The seasonal variation and vertical distribution of TP in each region are depicted in Figure 6. During summer, TP concentration at sites A and B exhibited minimal variation with water depth, whereas at site C, it initially increased and then decreased with depth. In winter, there was no significant vertical difference in TP concentration among the three sites. In this study area, TP concentrations differed significantly between summer and winter, with higher concentrations observed during summer compared to winter (n = 9, p > 0.05). Notably, at the middle layer of site C, TP concentration in summer was ten times higher than in winter, reaching 0.10 mg L−1. During winter, the difference in TP content was less pronounced.

3.6. Correlation Analysis

This study conducts correlation analysis on various variables, including TN, nitrate–nitrogen, nitrite–nitrogen, ammonia–nitrogen, BOD5, TP, and Chl-a, and displays a heatmap of Pearson’s correlation matrix (Figure 7). The analysis results show that BOD5 exhibited significant positive correlations with TN and nitrate–nitrogen contents (r = 0.36, p < 0.01; 0.50, p < 0.01). In addition, there was a noteworthy positive correlation between the nitrate–nitrogen content and TN content (r = 0.50, p < 0.01). Additionally, examination of Figure 3 and Figure 4 reveals a similarity in the trends of variation among these three potential pollutants in aquatic environments, implying a robust correlation in their influencing factors and transformations. Seasonal patterns exhibit noteworthy positive correlations with nitrite–nitrogen and TP (r = 0.46, p < 0.01; r = 0.50, p < 0.01), alongside significant negative correlations with nitrate–nitrogen and ammonia–nitrogen (r = −0.68, p < 0.01; r = −0.41, p < 0.01). Site classification exhibits a significant positive correlation with TN and nitrate–nitrogen (r = 0.46, p < 0.01; r = 0.47, p < 0.01).

3.7. Water Quality

Recognizing that the single-factor assessment method not only directly delineates the water quality classification but also reflects the standards, this study employs said method to assess Jinshan Lake’s water quality in accordance with the “Environmental Quality Standards for Surface Water” [28]. The monitored water quality parameters encompass TN, TP, ammonia–nitrogen, and BOD5. The evaluation grades for each parameter and the assessment outcomes for each sampling site are delineated in Table 2.
As indicated in Table 2, the three sampling sites experienced varying degrees of pollution during both seasons, with monitoring results indicating the water quality are Classes III and IV. TN and TP, key nutrients contributing to lake eutrophication, exhibit seasonal variations in surpassing standard levels, with TN primarily exceeding standards in winter and TP mainly surpassing standards in summer.

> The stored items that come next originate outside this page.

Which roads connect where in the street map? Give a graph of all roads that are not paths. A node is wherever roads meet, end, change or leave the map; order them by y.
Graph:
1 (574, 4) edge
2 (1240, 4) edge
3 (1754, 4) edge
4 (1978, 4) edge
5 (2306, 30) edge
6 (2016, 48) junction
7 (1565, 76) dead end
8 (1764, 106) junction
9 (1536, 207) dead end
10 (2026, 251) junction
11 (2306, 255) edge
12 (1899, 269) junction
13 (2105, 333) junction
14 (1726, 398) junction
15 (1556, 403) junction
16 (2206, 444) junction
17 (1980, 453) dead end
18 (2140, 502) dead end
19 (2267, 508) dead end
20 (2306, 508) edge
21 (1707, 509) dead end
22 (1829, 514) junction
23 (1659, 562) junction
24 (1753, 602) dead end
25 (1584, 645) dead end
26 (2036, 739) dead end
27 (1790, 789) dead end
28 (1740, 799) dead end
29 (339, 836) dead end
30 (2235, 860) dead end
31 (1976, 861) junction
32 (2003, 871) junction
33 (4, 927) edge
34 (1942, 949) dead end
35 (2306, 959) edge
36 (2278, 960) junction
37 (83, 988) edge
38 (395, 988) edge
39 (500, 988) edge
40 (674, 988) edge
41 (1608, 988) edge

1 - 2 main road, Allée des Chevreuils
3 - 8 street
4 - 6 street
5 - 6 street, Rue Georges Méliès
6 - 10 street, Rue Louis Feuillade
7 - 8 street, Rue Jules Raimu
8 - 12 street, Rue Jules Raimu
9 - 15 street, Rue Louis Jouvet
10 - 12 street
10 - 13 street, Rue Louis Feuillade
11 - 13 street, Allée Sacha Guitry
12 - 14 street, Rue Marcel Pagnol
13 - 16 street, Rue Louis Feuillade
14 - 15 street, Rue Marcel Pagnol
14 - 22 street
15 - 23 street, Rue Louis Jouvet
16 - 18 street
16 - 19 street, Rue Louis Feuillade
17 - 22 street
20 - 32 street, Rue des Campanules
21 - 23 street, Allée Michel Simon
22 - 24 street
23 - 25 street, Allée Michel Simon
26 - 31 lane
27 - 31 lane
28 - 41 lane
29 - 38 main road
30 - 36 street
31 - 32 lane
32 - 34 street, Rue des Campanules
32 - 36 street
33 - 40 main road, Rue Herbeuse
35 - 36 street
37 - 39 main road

During winter, B demonstrates relatively good water quality, whereas during summer, A exhibits comparatively better conditions, meeting Class II water quality standards in the surface and middle layers, despite elevated TP levels in its bottom layer. Conversely, water quality at C is consistently rated Class IV throughout both seasons, with BOD5 exceeding standards in winter. Overall, BOD5 levels show a seasonal pattern of lower levels in summer and higher levels in winter. Vertically, apart from notable disparities in water quality at A in summer, minor variations are observed at other sites in both winter and summer.

4. Discussion

4.1. Seasonal Variations in the Main Pollutants of Water (N and P) and the Function of Constructed Wetlands

The concentrations of N and P serve as crucial indicators of water eutrophication [30]. Generally, constructed wetlands effectively intercept, transform, and remove nutrients like N and P from water, particularly during summer [31]. Nevertheless, the results indicate that N and P concentrations in Jinshan Lake water remain elevated (Table 2). During summer, TN levels are elevated at site C, particularly in the middle water layer (Figure 4a). Farmland runoff upstream of site C may serve as the primary pollutant source. Following the passage through site A, there was a notable 56.7% reduction in the mean TN value, indicative of a substantial alteration in TN concentration. This observation suggests that the vegetation within the constructed wetland effectively facilitated the absorption of N from the water. Nonetheless, during winter, the efficiency of nutrient removal by A diminishes due to decreased microbial activity and plant biomass at lower temperatures, resulting in notably lower TN removal compared to summer. The removal efficiency of TN in constructed wetlands is subject to seasonal variations [23]. Nitrogen is present in diverse forms within water, encompassing nitrate–nitrogen, nitrite–nitrogen, ammonia–nitrogen, and organic nitrogen [32]. Previous studies have shown that regardless of the season or water layer depth, there are different ways and pathways to affect each form of N [33,34]. The distribution of N content and its proportions in Jinshan Lake (Figure 5) also shows seasonal variations in nitrate, nitrite, and ammonia–nitrogen.
Ammonia–nitrogen, being the most reduced form of N in water, demands minimal energy during transport and assimilation, making it the favored N source for most plankton with high bioavailability [35,36]. Furthermore, previous research indicates that aside from being utilized by phytoplankton, the process of ammonia–nitrogen absorption in water involves its assimilation and absorption by heterotrophic bacteria as well as nitrification by nitrifying bacteria [37]. It is speculated that the plankton biomass of surface water and the microbial biomass of the water–sediment interface are higher in summer, which leads to the phenomenon that the ammonia–nitrogen content of surface and bottom water samples in summer is lower in the study area [38,39]. Obviously, the seasonal impact on ammonia–nitrogen is notable. A significant negative correlation exists between ammonia–nitrogen content and seasons in Jinshan Lake (p < 0.01). The ammonia–nitrogen content is higher in winter than in summer at the three sites, mirroring findings by Zhang regarding low summer concentrations due to rapid ammonia–nitrogen cycling [39]. Consequently, stricter control of ammonia–nitrogen in winter is warranted during water quality management.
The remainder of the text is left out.